● YOUR TASK:
Reproduce every record verbatim but drop the pictures.
----- DATASET -----
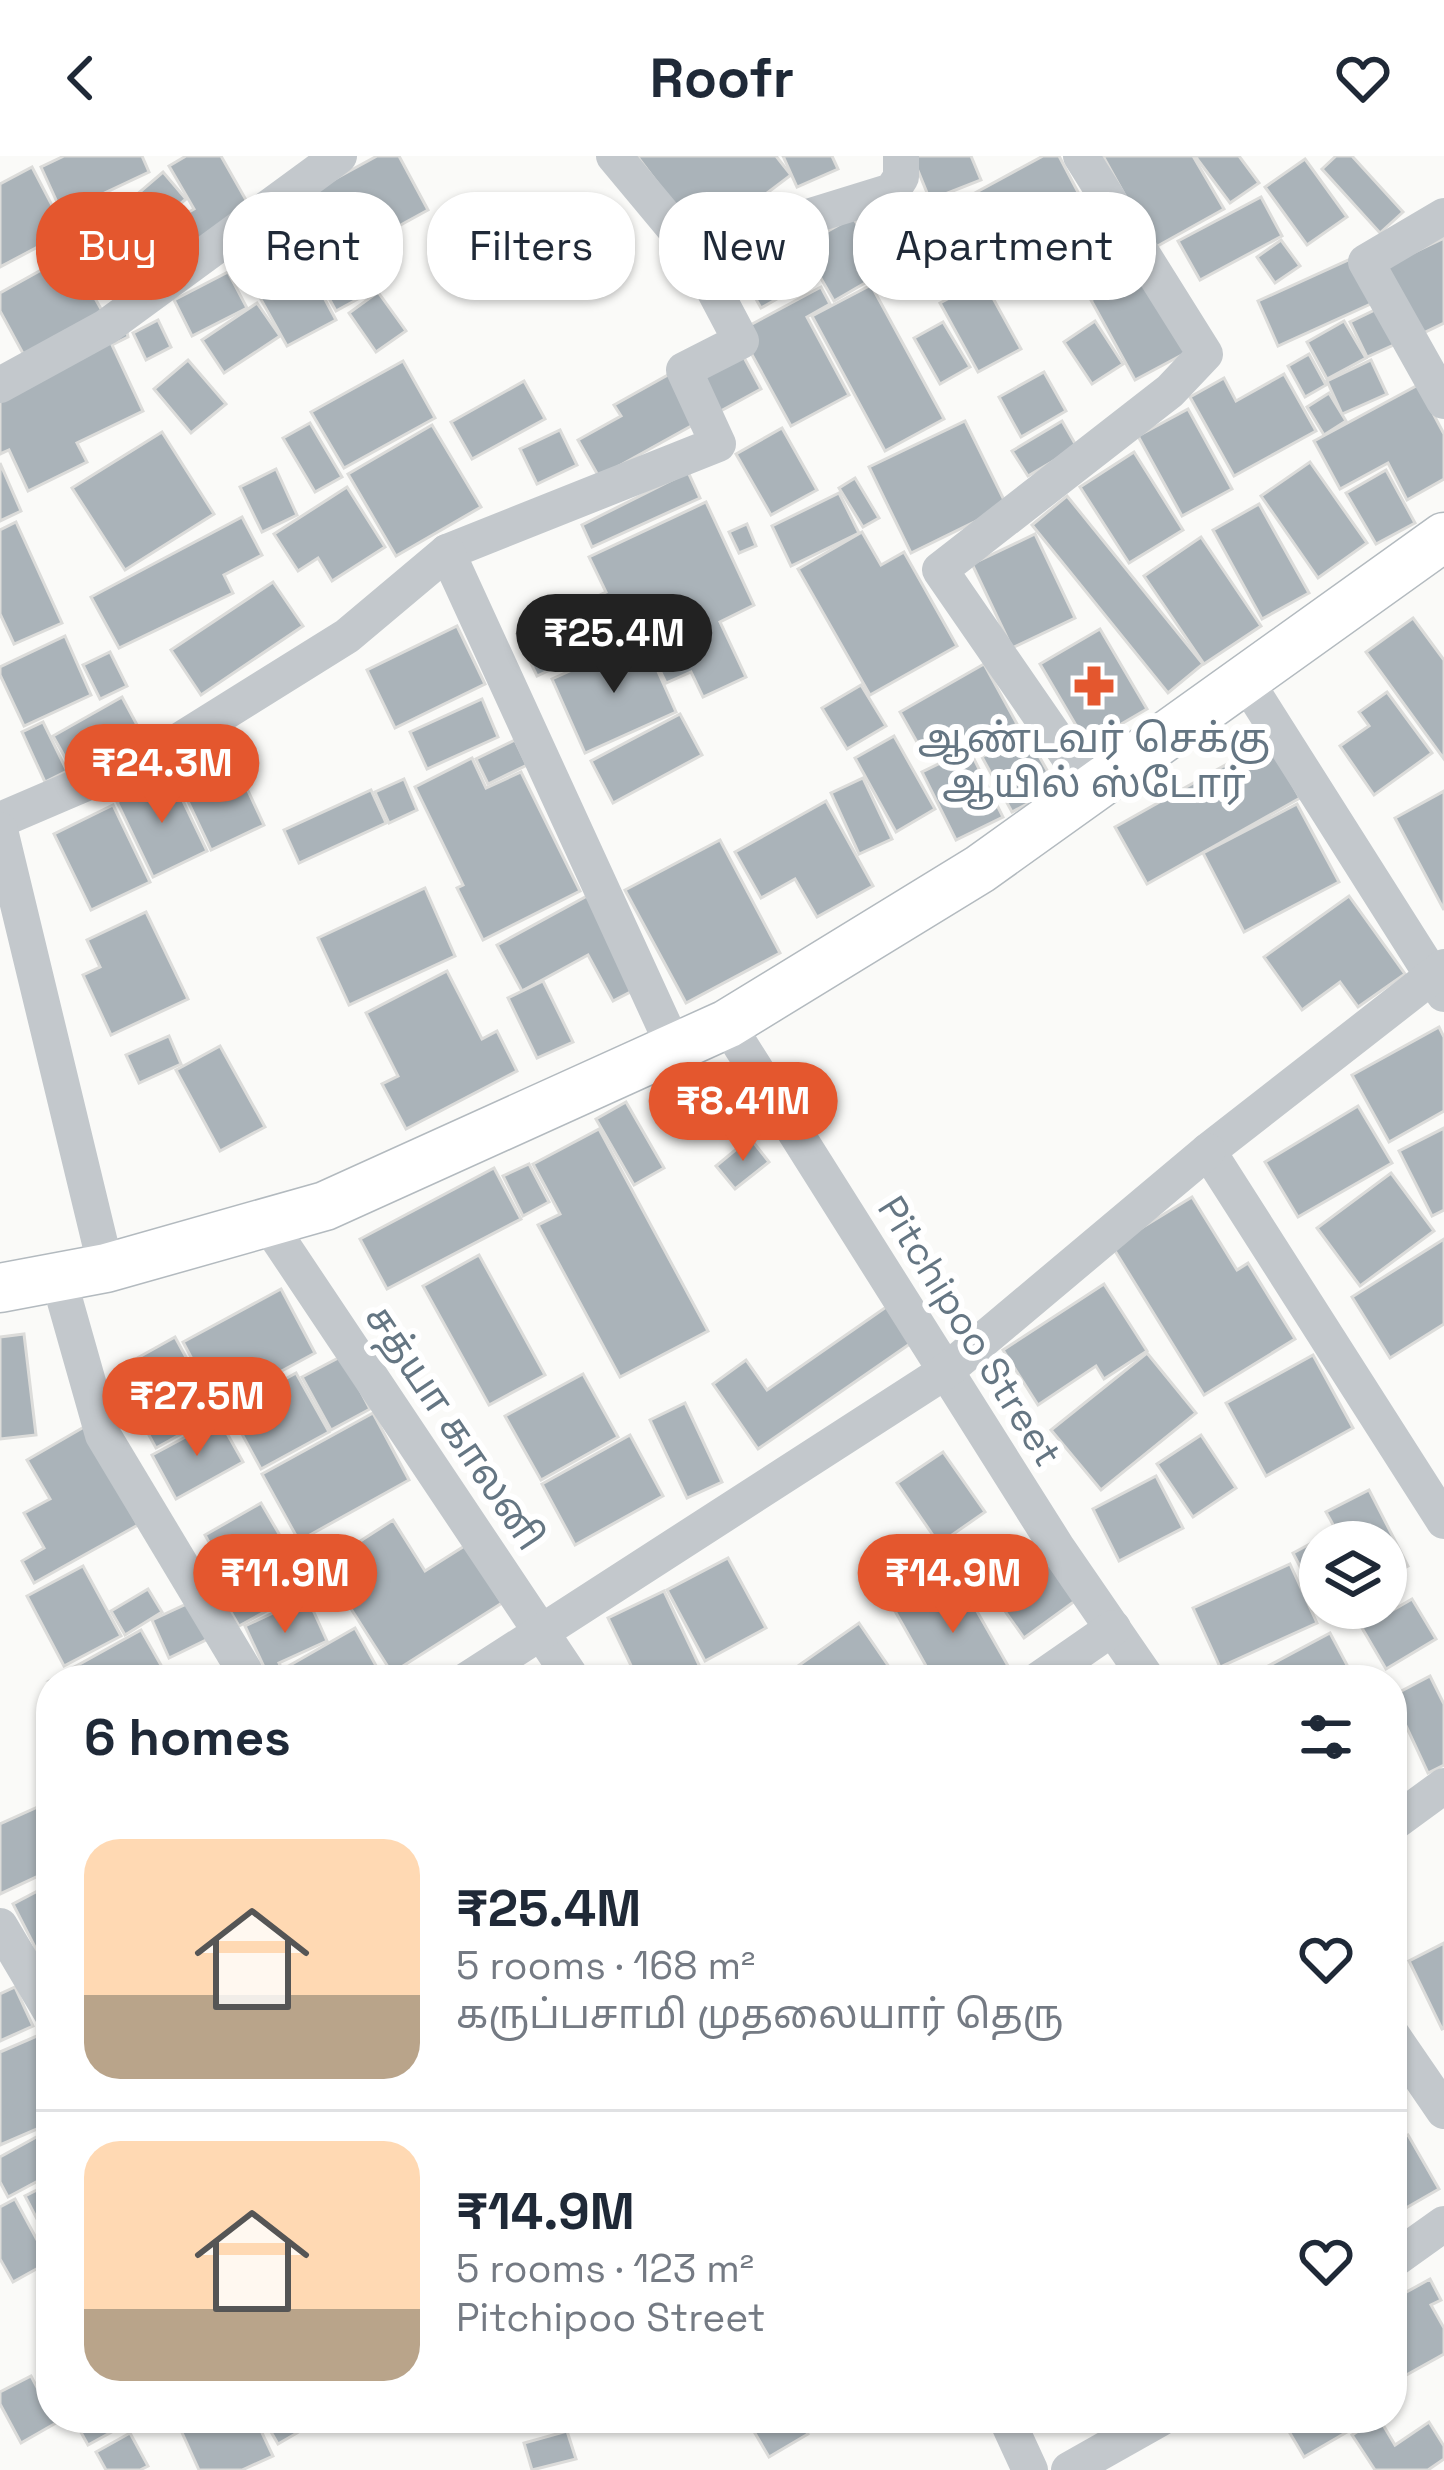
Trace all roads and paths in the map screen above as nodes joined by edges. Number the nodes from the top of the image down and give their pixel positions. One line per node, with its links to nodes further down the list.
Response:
1 (339, 156): 9 (street)
2 (901, 156): 6 (street)
3 (1081, 156): 14 (street)
4 (616, 157): 5 (street)
5 (659, 209)
6 (829, 210)
7 (1444, 216): 10 (street)
8 (720, 300): 12 (street)
9 (0, 385)
10 (1444, 401)
11 (1444, 537): 13 (main road)
12 (447, 551): 15 (street); 19 (street)
13 (1244, 678): 14 (main road); 17 (street)
14 (1091, 789): 18 (main road)
15 (0, 820)
16 (0, 830): 22 (street)
17 (1440, 979): 20 (street)
18 (727, 1024): 19 (main road); 25 (street, Pitchipoo Street)
19 (673, 1046): 21 (main road)
20 (1208, 1151): 25 (street); 26 (street)
21 (267, 1222): 22 (main road); 28 (street, சத்யா காலனி)
22 (106, 1268): 23 (main road)
23 (59, 1280): 24 (main road); 29 (street)
24 (0, 1288)
25 (946, 1371): 27 (street, Pitchipoo Street); 28 (street)
26 (1444, 1521)
27 (1113, 1628): 32 (street); 33 (street, Pitchipoo Street)
28 (542, 1632): 30 (street); 31 (street, சத்யா காலனி)
29 (241, 1665)
30 (490, 1665)
31 (563, 1665)
32 (1060, 1665)
33 (1138, 1665)
34 (1444, 1786): 35 (street)
35 (1407, 1813)
36 (0, 1926): 37 (street)
37 (36, 1987)
38 (1407, 2057): 39 (street)
39 (1444, 2110)
40 (1444, 2224): 41 (street)
41 (1407, 2250)
42 (1013, 2433): 44 (street)
43 (1134, 2433): 45 (street)
44 (1030, 2470)
45 (1069, 2470)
-----
● RESPONSE BELOW:
Trace all roads and paths in the map screen above as nodes joined by edges. Number the nodes from the top of the image down and give their pixel positions. One line per node, with its links to nodes further down the list.
Response:
1 (339, 156): 9 (street)
2 (901, 156): 6 (street)
3 (1081, 156): 14 (street)
4 (616, 157): 5 (street)
5 (659, 209)
6 (829, 210)
7 (1444, 216): 10 (street)
8 (720, 300): 12 (street)
9 (0, 385)
10 (1444, 401)
11 (1444, 537): 13 (main road)
12 (447, 551): 15 (street); 19 (street)
13 (1244, 678): 14 (main road); 17 (street)
14 (1091, 789): 18 (main road)
15 (0, 820)
16 (0, 830): 22 (street)
17 (1440, 979): 20 (street)
18 (727, 1024): 19 (main road); 25 (street, Pitchipoo Street)
19 (673, 1046): 21 (main road)
20 (1208, 1151): 25 (street); 26 (street)
21 (267, 1222): 22 (main road); 28 (street, சத்யா காலனி)
22 (106, 1268): 23 (main road)
23 (59, 1280): 24 (main road); 29 (street)
24 (0, 1288)
25 (946, 1371): 27 (street, Pitchipoo Street); 28 (street)
26 (1444, 1521)
27 (1113, 1628): 32 (street); 33 (street, Pitchipoo Street)
28 (542, 1632): 30 (street); 31 (street, சத்யா காலனி)
29 (241, 1665)
30 (490, 1665)
31 (563, 1665)
32 (1060, 1665)
33 (1138, 1665)
34 (1444, 1786): 35 (street)
35 (1407, 1813)
36 (0, 1926): 37 (street)
37 (36, 1987)
38 (1407, 2057): 39 (street)
39 (1444, 2110)
40 (1444, 2224): 41 (street)
41 (1407, 2250)
42 (1013, 2433): 44 (street)
43 (1134, 2433): 45 (street)
44 (1030, 2470)
45 (1069, 2470)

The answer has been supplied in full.